[Stored dataset items]
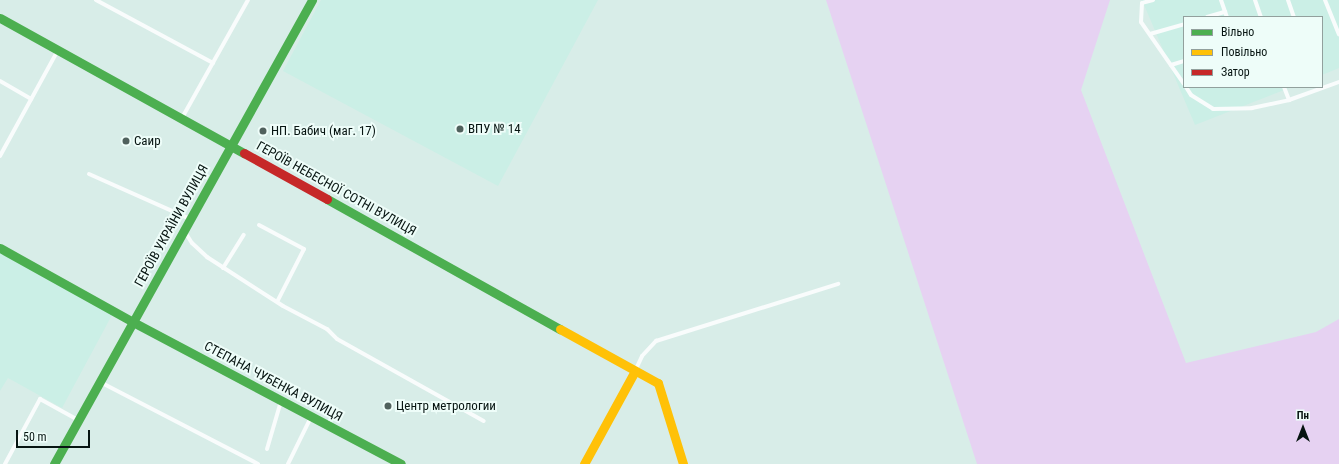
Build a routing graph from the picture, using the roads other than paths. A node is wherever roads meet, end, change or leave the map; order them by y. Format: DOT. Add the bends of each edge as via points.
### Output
graph roads {
  1 [pos="96,0"];
  2 [pos="248,0"];
  3 [pos="312,0"];
  4 [pos="1153,0"];
  5 [pos="1221,0"];
  6 [pos="1255,0"];
  7 [pos="1288,0"];
  8 [pos="1325,0"];
  9 [pos="1225,12"];
  10 [pos="1211,16"];
  11 [pos="1227,16"];
  12 [pos="1260,16"];
  13 [pos="1294,16"];
  14 [pos="0,18"];
  15 [pos="1183,24"];
  16 [pos="1150,34"];
  17 [pos="1339,34"];
  18 [pos="58,50"];
  19 [pos="1183,61"];
  20 [pos="213,63"];
  21 [pos="1171,65"];
  22 [pos="0,81"];
  23 [pos="1339,82"];
  24 [pos="1183,83"];
  25 [pos="1187,88"];
  26 [pos="1284,88"];
  27 [pos="1322,88"];
  28 [pos="1323,88"];
  29 [pos="31,99"];
  30 [pos="1289,100"];
  31 [pos="182,118"];
  32 [pos="231,145"];
  33 [pos="0,156"];
  34 [pos="89,174"];
  35 [pos="190,219"];
  36 [pos="259,225"];
  37 [pos="184,230"];
  38 [pos="244,235"];
  39 [pos="0,248"];
  40 [pos="223,268"];
  41 [pos="838,284"];
  42 [pos="277,302"];
  43 [pos="133,322"];
  44 [pos="635,371"];
  45 [pos="100,382"];
  46 [pos="281,400"];
  47 [pos="311,416"];
  48 [pos="78,421"];
  49 [pos="484,421"];
  50 [pos="267,449"];
  51 [pos="5,464"];
  52 [pos="54,464"];
  53 [pos="258,464"];
  54 [pos="288,464"];
  55 [pos="401,464"];
  56 [pos="584,464"];
  57 [pos="683,464"];
  1 -- 20 [label="lane"];
  2 -- 20 [label="lane"];
  3 -- 32 [label="street, ГЕРОЇВ УКРАЇНИ ВУЛИЦЯ"];
  4 -- 16 [label="lane" via="1142,3 1140,22"];
  5 -- 9 [label="lane"];
  6 -- 12 [label="lane"];
  7 -- 13 [label="lane"];
  8 -- 17 [label="lane"];
  9 -- 10 [label="lane"];
  9 -- 11 [label="lane"];
  14 -- 18 [label="street, ГЕРОЇВ НЕБЕСНОЇ СОТНІ ВУЛИЦЯ"];
  15 -- 16 [label="lane"];
  16 -- 21 [label="lane"];
  18 -- 29 [label="lane"];
  18 -- 31 [label="street, ГЕРОЇВ НЕБЕСНОЇ СОТНІ ВУЛИЦЯ"];
  19 -- 21 [label="lane"];
  20 -- 31 [label="lane"];
  21 -- 24 [label="lane"];
  22 -- 29 [label="lane"];
  23 -- 28 [label="lane"];
  25 -- 30 [label="lane" via="1191,95 1213,109 1252,108"];
  26 -- 30 [label="lane"];
  27 -- 30 [label="lane"];
  29 -- 33 [label="lane"];
  31 -- 32 [label="street, ГЕРОЇВ НЕБЕСНОЇ СОТНІ ВУЛИЦЯ"];
  32 -- 35 [label="street, ГЕРОЇВ УКРАЇНИ ВУЛИЦЯ"];
  32 -- 44 [label="street, ГЕРОЇВ НЕБЕСНОЇ СОТНІ ВУЛИЦЯ"];
  34 -- 35 [label="lane"];
  35 -- 37 [label="street, ГЕРОЇВ УКРАЇНИ ВУЛИЦЯ"];
  36 -- 42 [label="lane" via="304,249"];
  37 -- 40 [label="lane" via="192,244"];
  37 -- 43 [label="street, ГЕРОЇВ УКРАЇНИ ВУЛИЦЯ"];
  38 -- 40 [label="lane"];
  39 -- 43 [label="street, СТЕПАНА ЧУБЕНКА ВУЛИЦЯ"];
  40 -- 42 [label="lane"];
  41 -- 44 [label="lane" via="656,341 642,356"];
  42 -- 49 [label="lane" via="327,329 337,340"];
  43 -- 45 [label="street, ГЕРОЇВ УКРАЇНИ ВУЛИЦЯ"];
  43 -- 46 [label="street, СТЕПАНА ЧУБЕНКА ВУЛИЦЯ"];
  44 -- 56 [label="street"];
  44 -- 57 [label="street, ГЕРОЇВ НЕБЕСНОЇ СОТНІ ВУЛИЦЯ" via="658,383"];
  45 -- 48 [label="street, ГЕРОЇВ УКРАЇНИ ВУЛИЦЯ"];
  45 -- 53 [label="lane"];
  46 -- 47 [label="street, СТЕПАНА ЧУБЕНКА ВУЛИЦЯ"];
  46 -- 50 [label="lane"];
  47 -- 54 [label="lane"];
  47 -- 55 [label="street, СТЕПАНА ЧУБЕНКА ВУЛИЦЯ"];
  48 -- 51 [label="lane" via="40,399"];
  48 -- 52 [label="street, ГЕРОЇВ УКРАЇНИ ВУЛИЦЯ"];
}
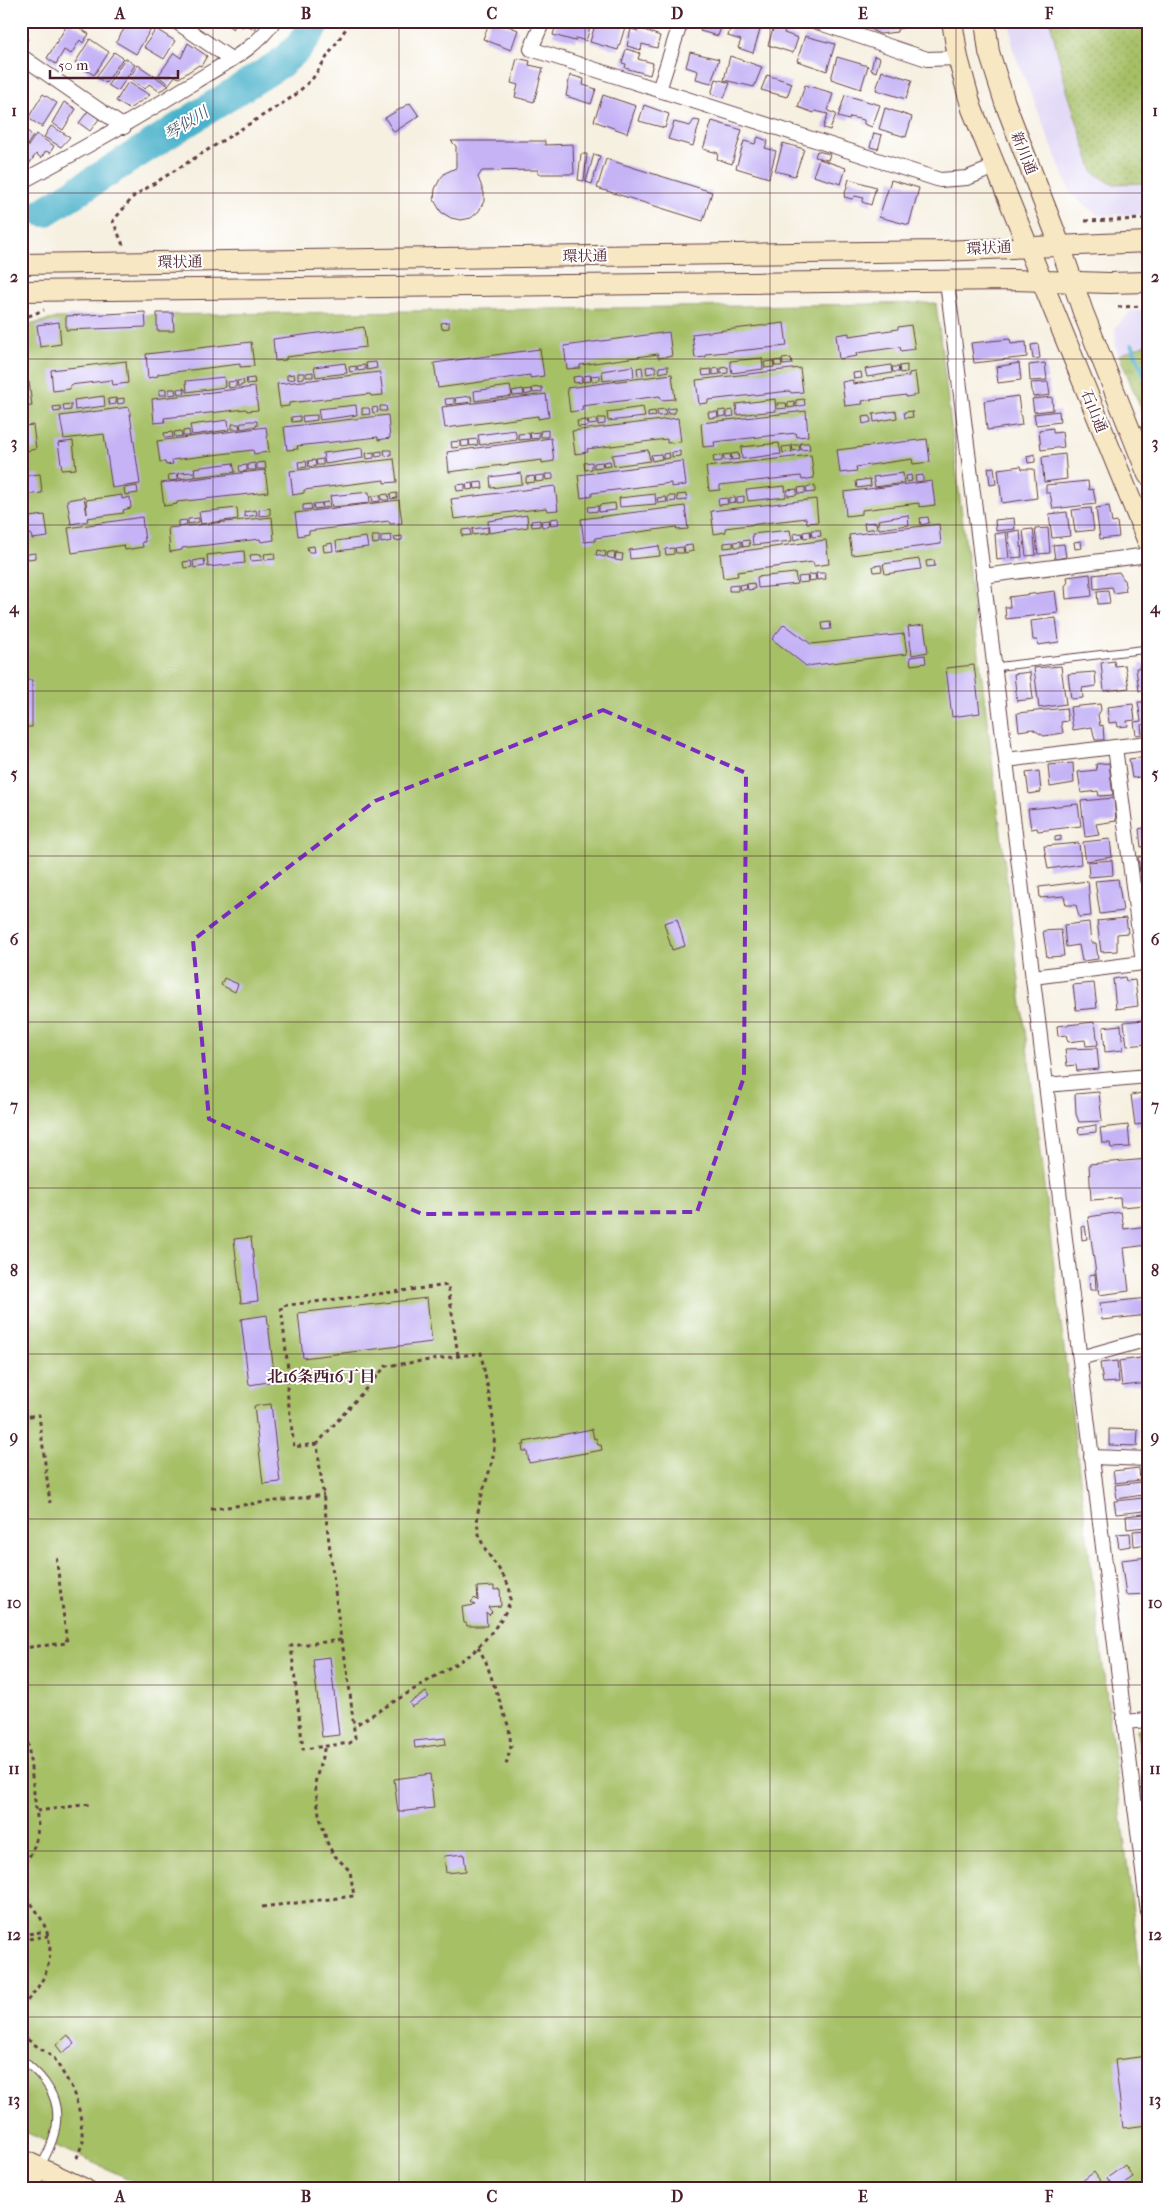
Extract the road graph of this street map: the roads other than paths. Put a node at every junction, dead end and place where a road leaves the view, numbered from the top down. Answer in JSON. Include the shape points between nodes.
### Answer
{"nodes":[{"id":1,"x":175,"y":21,"type":"edge"},
{"id":2,"x":274,"y":21,"type":"edge"},
{"id":3,"x":543,"y":21,"type":"edge"},
{"id":4,"x":681,"y":21,"type":"edge"},
{"id":5,"x":952,"y":21,"type":"edge"},
{"id":6,"x":985,"y":21,"type":"edge"},
{"id":7,"x":816,"y":22,"type":"edge"},
{"id":8,"x":21,"y":56,"type":"edge"},
{"id":9,"x":958,"y":58,"type":"junction"},
{"id":10,"x":231,"y":59,"type":"junction"},
{"id":11,"x":659,"y":90,"type":"junction"},
{"id":12,"x":124,"y":127,"type":"junction"},
{"id":13,"x":995,"y":167,"type":"junction"},
{"id":14,"x":21,"y":181,"type":"edge"},
{"id":15,"x":1148,"y":242,"type":"edge"},
{"id":16,"x":1060,"y":245,"type":"junction"},
{"id":17,"x":1027,"y":247,"type":"junction"},
{"id":18,"x":21,"y":264,"type":"edge"},
{"id":19,"x":1040,"y":280,"type":"junction"},
{"id":20,"x":947,"y":282,"type":"junction"},
{"id":21,"x":1072,"y":282,"type":"junction"},
{"id":22,"x":1148,"y":282,"type":"edge"},
{"id":23,"x":21,"y":291,"type":"edge"},
{"id":24,"x":1148,"y":475,"type":"edge"},
{"id":25,"x":1148,"y":542,"type":"edge"},
{"id":26,"x":1148,"y":555,"type":"edge"},
{"id":27,"x":983,"y":576,"type":"junction"},
{"id":28,"x":1148,"y":649,"type":"edge"},
{"id":29,"x":994,"y":667,"type":"junction"},
{"id":30,"x":1148,"y":743,"type":"edge"},
{"id":31,"x":1114,"y":747,"type":"junction"},
{"id":32,"x":1006,"y":760,"type":"junction"},
{"id":33,"x":1033,"y":976,"type":"junction"},
{"id":34,"x":1148,"y":1076,"type":"edge"},
{"id":35,"x":1046,"y":1085,"type":"junction"},
{"id":36,"x":1148,"y":1339,"type":"edge"},
{"id":37,"x":1080,"y":1358,"type":"junction"},
{"id":38,"x":1091,"y":1457,"type":"junction"},
{"id":39,"x":1148,"y":1459,"type":"edge"},
{"id":40,"x":1148,"y":1720,"type":"edge"},
{"id":41,"x":1124,"y":1722,"type":"junction"},
{"id":42,"x":1141,"y":1808,"type":"edge"},
{"id":43,"x":1148,"y":1912,"type":"edge"},
{"id":44,"x":21,"y":2059,"type":"edge"},
{"id":45,"x":21,"y":2159,"type":"edge"},
{"id":46,"x":39,"y":2168,"type":"junction"},
{"id":47,"x":28,"y":2189,"type":"edge"},
{"id":48,"x":85,"y":2189,"type":"edge"}],
"edges":[{"from":1,"to":10,"type":"street"},
{"from":2,"to":10,"type":"street","via":[[249,47]]},
{"from":3,"to":11,"type":"street","via":[[531,49]]},
{"from":4,"to":11,"type":"street"},
{"from":5,"to":9,"type":"main road"},
{"from":6,"to":16,"type":"main road","name":"新川通","via":[[989,52],[1005,103]]},
{"from":7,"to":9,"type":"street","via":[[927,59]]},
{"from":8,"to":12,"type":"street"},
{"from":9,"to":13,"type":"main road","via":[[972,109]]},
{"from":10,"to":12,"type":"street"},
{"from":11,"to":13,"type":"street","via":[[940,180],[966,178]]},
{"from":12,"to":14,"type":"street"},
{"from":13,"to":17,"type":"main road"},
{"from":15,"to":16,"type":"main road","name":"環状通"},
{"from":16,"to":17,"type":"main road","name":"環状通"},
{"from":16,"to":21,"type":"main road","name":"新川通"},
{"from":17,"to":18,"type":"main road","name":"環状通","via":[[942,251]]},
{"from":17,"to":19,"type":"main road"},
{"from":19,"to":20,"type":"main road","name":"環状通"},
{"from":19,"to":21,"type":"main road","name":"環状通"},
{"from":19,"to":25,"type":"main road","name":"石山通"},
{"from":20,"to":23,"type":"main road","name":"環状通"},
{"from":20,"to":27,"type":"street"},
{"from":21,"to":22,"type":"main road","name":"環状通"},
{"from":21,"to":24,"type":"main road","name":"石山通"},
{"from":26,"to":27,"type":"street"},
{"from":27,"to":29,"type":"street"},
{"from":28,"to":29,"type":"lane"},
{"from":29,"to":32,"type":"street"},
{"from":30,"to":31,"type":"street"},
{"from":31,"to":32,"type":"street"},
{"from":31,"to":33,"type":"street","via":[[1143,963]]},
{"from":32,"to":33,"type":"street"},
{"from":33,"to":35,"type":"street"},
{"from":34,"to":35,"type":"street"},
{"from":35,"to":37,"type":"street"},
{"from":36,"to":37,"type":"street"},
{"from":37,"to":38,"type":"street"},
{"from":38,"to":39,"type":"street"},
{"from":38,"to":41,"type":"street"},
{"from":40,"to":41,"type":"street"},
{"from":41,"to":42,"type":"street"},
{"from":42,"to":43,"type":"street"},
{"from":44,"to":46,"type":"lane","via":[[50,2090],[57,2113],[54,2140]]},
{"from":45,"to":46,"type":"main road"},
{"from":46,"to":47,"type":"main road"},
{"from":46,"to":48,"type":"main road"}]}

PROBLEM TO WORK ON: Wherever a line of the data holds "УКРАЇНИ", copy that line.

EXERCISE SOLUTION:
  3 -- 32 [label="street, ГЕРОЇВ УКРАЇНИ ВУЛИЦЯ"];
  32 -- 35 [label="street, ГЕРОЇВ УКРАЇНИ ВУЛИЦЯ"];
  35 -- 37 [label="street, ГЕРОЇВ УКРАЇНИ ВУЛИЦЯ"];
  37 -- 43 [label="street, ГЕРОЇВ УКРАЇНИ ВУЛИЦЯ"];
  43 -- 45 [label="street, ГЕРОЇВ УКРАЇНИ ВУЛИЦЯ"];
  45 -- 48 [label="street, ГЕРОЇВ УКРАЇНИ ВУЛИЦЯ"];
  48 -- 52 [label="street, ГЕРОЇВ УКРАЇНИ ВУЛИЦЯ"];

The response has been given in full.